◆ Instructions for the task
Every entry below should be written out again exactly.

◆ Available data
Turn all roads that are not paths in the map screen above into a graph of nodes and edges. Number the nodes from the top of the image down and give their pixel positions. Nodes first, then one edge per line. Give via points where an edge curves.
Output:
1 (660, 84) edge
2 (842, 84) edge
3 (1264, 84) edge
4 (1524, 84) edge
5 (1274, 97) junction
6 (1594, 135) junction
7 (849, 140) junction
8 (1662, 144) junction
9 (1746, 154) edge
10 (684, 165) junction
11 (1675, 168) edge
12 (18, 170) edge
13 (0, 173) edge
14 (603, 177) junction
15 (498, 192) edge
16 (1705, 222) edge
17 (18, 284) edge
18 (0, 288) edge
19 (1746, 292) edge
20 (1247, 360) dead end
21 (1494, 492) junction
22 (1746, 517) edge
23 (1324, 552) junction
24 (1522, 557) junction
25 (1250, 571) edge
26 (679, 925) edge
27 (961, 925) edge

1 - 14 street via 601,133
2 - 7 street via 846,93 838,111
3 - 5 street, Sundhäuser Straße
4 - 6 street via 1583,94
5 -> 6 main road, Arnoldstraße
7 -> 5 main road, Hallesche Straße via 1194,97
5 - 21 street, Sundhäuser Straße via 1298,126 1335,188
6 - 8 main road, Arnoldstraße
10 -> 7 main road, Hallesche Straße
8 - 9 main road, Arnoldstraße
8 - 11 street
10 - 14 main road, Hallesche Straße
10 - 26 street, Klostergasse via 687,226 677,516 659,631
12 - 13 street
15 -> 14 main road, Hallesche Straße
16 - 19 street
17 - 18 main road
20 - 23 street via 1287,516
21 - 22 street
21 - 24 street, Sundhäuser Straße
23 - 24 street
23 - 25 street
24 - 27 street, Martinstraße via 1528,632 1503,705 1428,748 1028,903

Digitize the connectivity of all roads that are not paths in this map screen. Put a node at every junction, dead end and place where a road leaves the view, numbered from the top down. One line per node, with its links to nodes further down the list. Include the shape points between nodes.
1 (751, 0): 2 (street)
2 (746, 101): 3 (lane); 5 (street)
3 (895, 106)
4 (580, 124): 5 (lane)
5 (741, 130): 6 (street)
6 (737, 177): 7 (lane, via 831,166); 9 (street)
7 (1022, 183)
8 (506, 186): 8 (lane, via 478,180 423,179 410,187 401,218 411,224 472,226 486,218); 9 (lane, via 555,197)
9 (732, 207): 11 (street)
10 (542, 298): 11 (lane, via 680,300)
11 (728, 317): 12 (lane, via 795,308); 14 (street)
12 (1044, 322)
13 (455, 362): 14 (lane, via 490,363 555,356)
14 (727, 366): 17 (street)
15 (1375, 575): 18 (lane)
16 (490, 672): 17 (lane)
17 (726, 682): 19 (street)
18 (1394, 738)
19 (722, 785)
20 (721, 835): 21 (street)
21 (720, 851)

◆ Exercise solution
Turn all roads that are not paths in the map screen above into a graph of nodes and edges. Number the nodes from the top of the image down and give their pixel positions. Nodes first, then one edge per line. Give via points where an edge curves.
Output:
1 (660, 84) edge
2 (842, 84) edge
3 (1264, 84) edge
4 (1524, 84) edge
5 (1274, 97) junction
6 (1594, 135) junction
7 (849, 140) junction
8 (1662, 144) junction
9 (1746, 154) edge
10 (684, 165) junction
11 (1675, 168) edge
12 (18, 170) edge
13 (0, 173) edge
14 (603, 177) junction
15 (498, 192) edge
16 (1705, 222) edge
17 (18, 284) edge
18 (0, 288) edge
19 (1746, 292) edge
20 (1247, 360) dead end
21 (1494, 492) junction
22 (1746, 517) edge
23 (1324, 552) junction
24 (1522, 557) junction
25 (1250, 571) edge
26 (679, 925) edge
27 (961, 925) edge

1 - 14 street via 601,133
2 - 7 street via 846,93 838,111
3 - 5 street, Sundhäuser Straße
4 - 6 street via 1583,94
5 -> 6 main road, Arnoldstraße
7 -> 5 main road, Hallesche Straße via 1194,97
5 - 21 street, Sundhäuser Straße via 1298,126 1335,188
6 - 8 main road, Arnoldstraße
10 -> 7 main road, Hallesche Straße
8 - 9 main road, Arnoldstraße
8 - 11 street
10 - 14 main road, Hallesche Straße
10 - 26 street, Klostergasse via 687,226 677,516 659,631
12 - 13 street
15 -> 14 main road, Hallesche Straße
16 - 19 street
17 - 18 main road
20 - 23 street via 1287,516
21 - 22 street
21 - 24 street, Sundhäuser Straße
23 - 24 street
23 - 25 street
24 - 27 street, Martinstraße via 1528,632 1503,705 1428,748 1028,903

Digitize the connectivity of all roads that are not paths in this map screen. Put a node at every junction, dead end and place where a road leaves the view, numbered from the top down. One line per node, with its links to nodes further down the list. Include the shape points between nodes.
1 (751, 0): 2 (street)
2 (746, 101): 3 (lane); 5 (street)
3 (895, 106)
4 (580, 124): 5 (lane)
5 (741, 130): 6 (street)
6 (737, 177): 7 (lane, via 831,166); 9 (street)
7 (1022, 183)
8 (506, 186): 8 (lane, via 478,180 423,179 410,187 401,218 411,224 472,226 486,218); 9 (lane, via 555,197)
9 (732, 207): 11 (street)
10 (542, 298): 11 (lane, via 680,300)
11 (728, 317): 12 (lane, via 795,308); 14 (street)
12 (1044, 322)
13 (455, 362): 14 (lane, via 490,363 555,356)
14 (727, 366): 17 (street)
15 (1375, 575): 18 (lane)
16 (490, 672): 17 (lane)
17 (726, 682): 19 (street)
18 (1394, 738)
19 (722, 785)
20 (721, 835): 21 (street)
21 (720, 851)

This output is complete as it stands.